— Ei, Ivana, onde você vai? — Perguntou Roberta, confusa.
— Ao banheiro. — Ivânia respondeu evasivamente, seguindo Rafael apressadamente.
Rafael parecia muito cauteloso e possuía fortes habilidades de contra-vigilância.
Ivânia o seguiu por um tempo e, mesmo tentando se esconder ao máximo, parecia que ele a havia notado.
Rafael a atraiu para um beco estreito antes de parar e se virar para olhá-la.
— Pensei que estava sendo seguido por policiais à paisana de novo, mas é só uma pirralha que não tem medo de morrer. — Rafael ergueu as sobrancelhas, seus olhos a encarando com más intenções.
— Chame todos os seus homens. Venham todos de uma vez, para não perdermos tempo. — Disse Ivânia, tirando os saltos altos.
Rafael deu várias voltas para atraí-la até ali; claramente, havia reforços por perto.
— Pirralha, que coragem grande você tem. — Uma voz masculina, grave e rouca, soou em seus ouvidos.
Ivânia virou-se instintivamente e viu vários homens altos e fortes cercando um homem de meia-idade, de aparência comum, moreno e magro, que saía das sombras.

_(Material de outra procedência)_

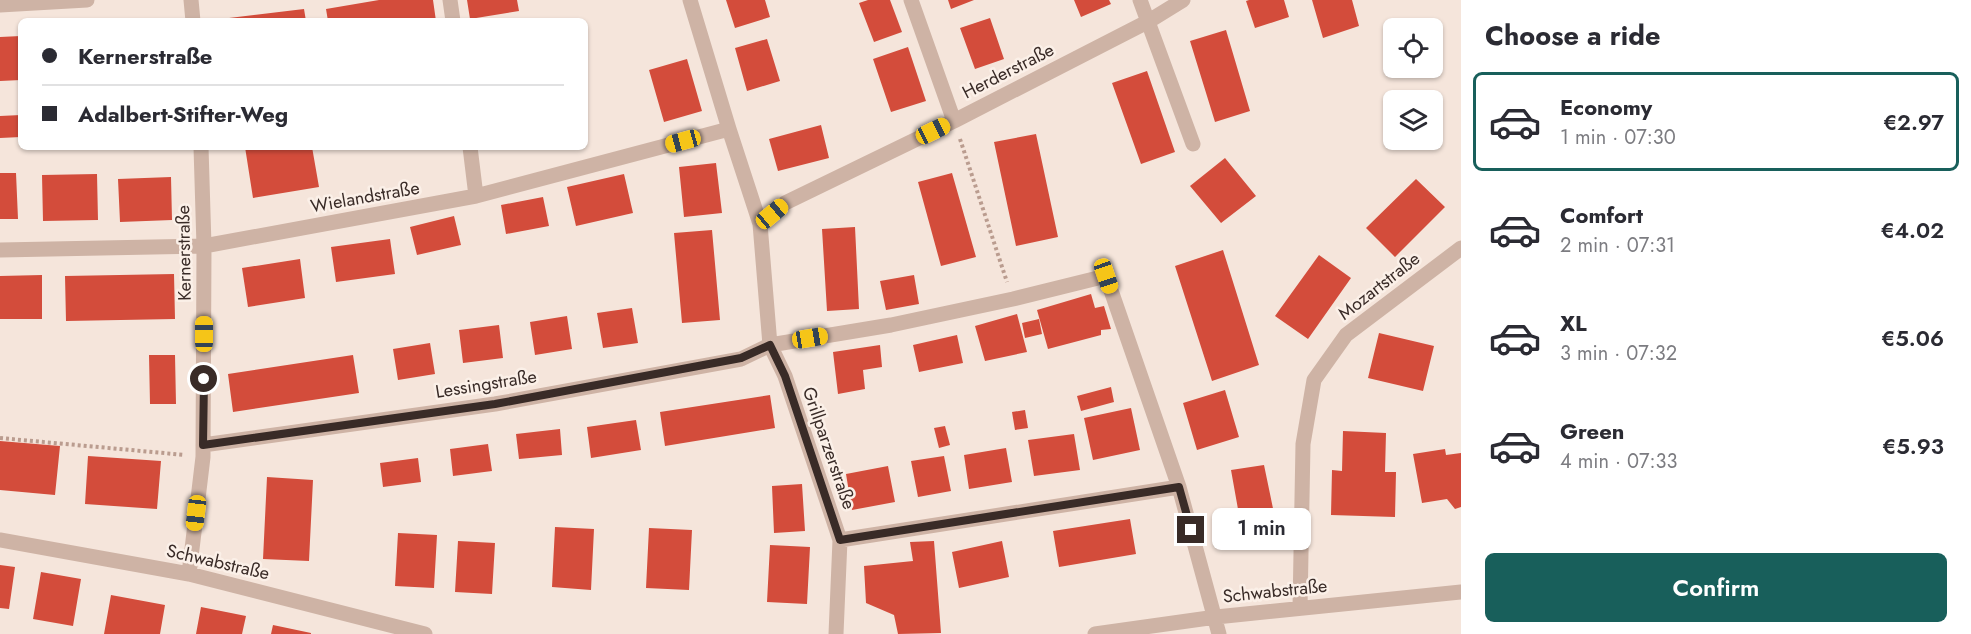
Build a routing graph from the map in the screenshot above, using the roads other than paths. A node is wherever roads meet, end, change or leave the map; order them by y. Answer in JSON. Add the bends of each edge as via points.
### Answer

Rafael recuou instintivamente para trás do homem magro e o chamou respeitosamente.
— Iago.
Iago? Os olhos de Ivânia mostravam um choque incontrolável.
Iago, o chefe da maior organização criminosa do Bairro do Sertão.
Dizia-se que ele era uma figura misteriosa, e mesmo com tantos informantes, nenhum policial jamais havia visto seu rosto.
Se o "Iago" a quem Rafael se referia era o lendário e elusivo "Iago", então ela havia fisgado um peixe grande.
— Rafael, essa garota que você trouxe é bonita. Branquinha, macia, bem atraente. — Disse Iago.
— Sim, vamos pegá-la e nos divertir esta noite. — Rafael disse, bajulador.
Os outros homens riram, olhando para Ivânia com cobiça e obscenidade.
Não esperava que, ao tentar pegar Rafael, acabaria em uma situação tão perigosa.
Esses homens atacavam sem piedade, com golpes mortais.
Ivânia se defendia com cautela enquanto recuava passo a passo.
— Garotinha, você não tem escapatória hoje. Se você se render agora e nos servir bem, talvez deixemos seu corpo inteiro...
Um homem a ameaçava com risadas obscenas, mas sua risada foi interrompida quando Ivânia pegou um vaso de cerâmica empilhado no beco e o atirou contra ele.
O homem se esquivou instintivamente, e o vaso se espatifou contra a parede com um estrondo.
Ivânia recuava, pegando o que encontrava e atirando nos homens: caixas, pedaços de madeira, cerâmicas quebradas.
Enquanto recuava, pensando em como escapar, um leve perfume frio pairou no ar, e suas costas bateram de repente em um peito firme.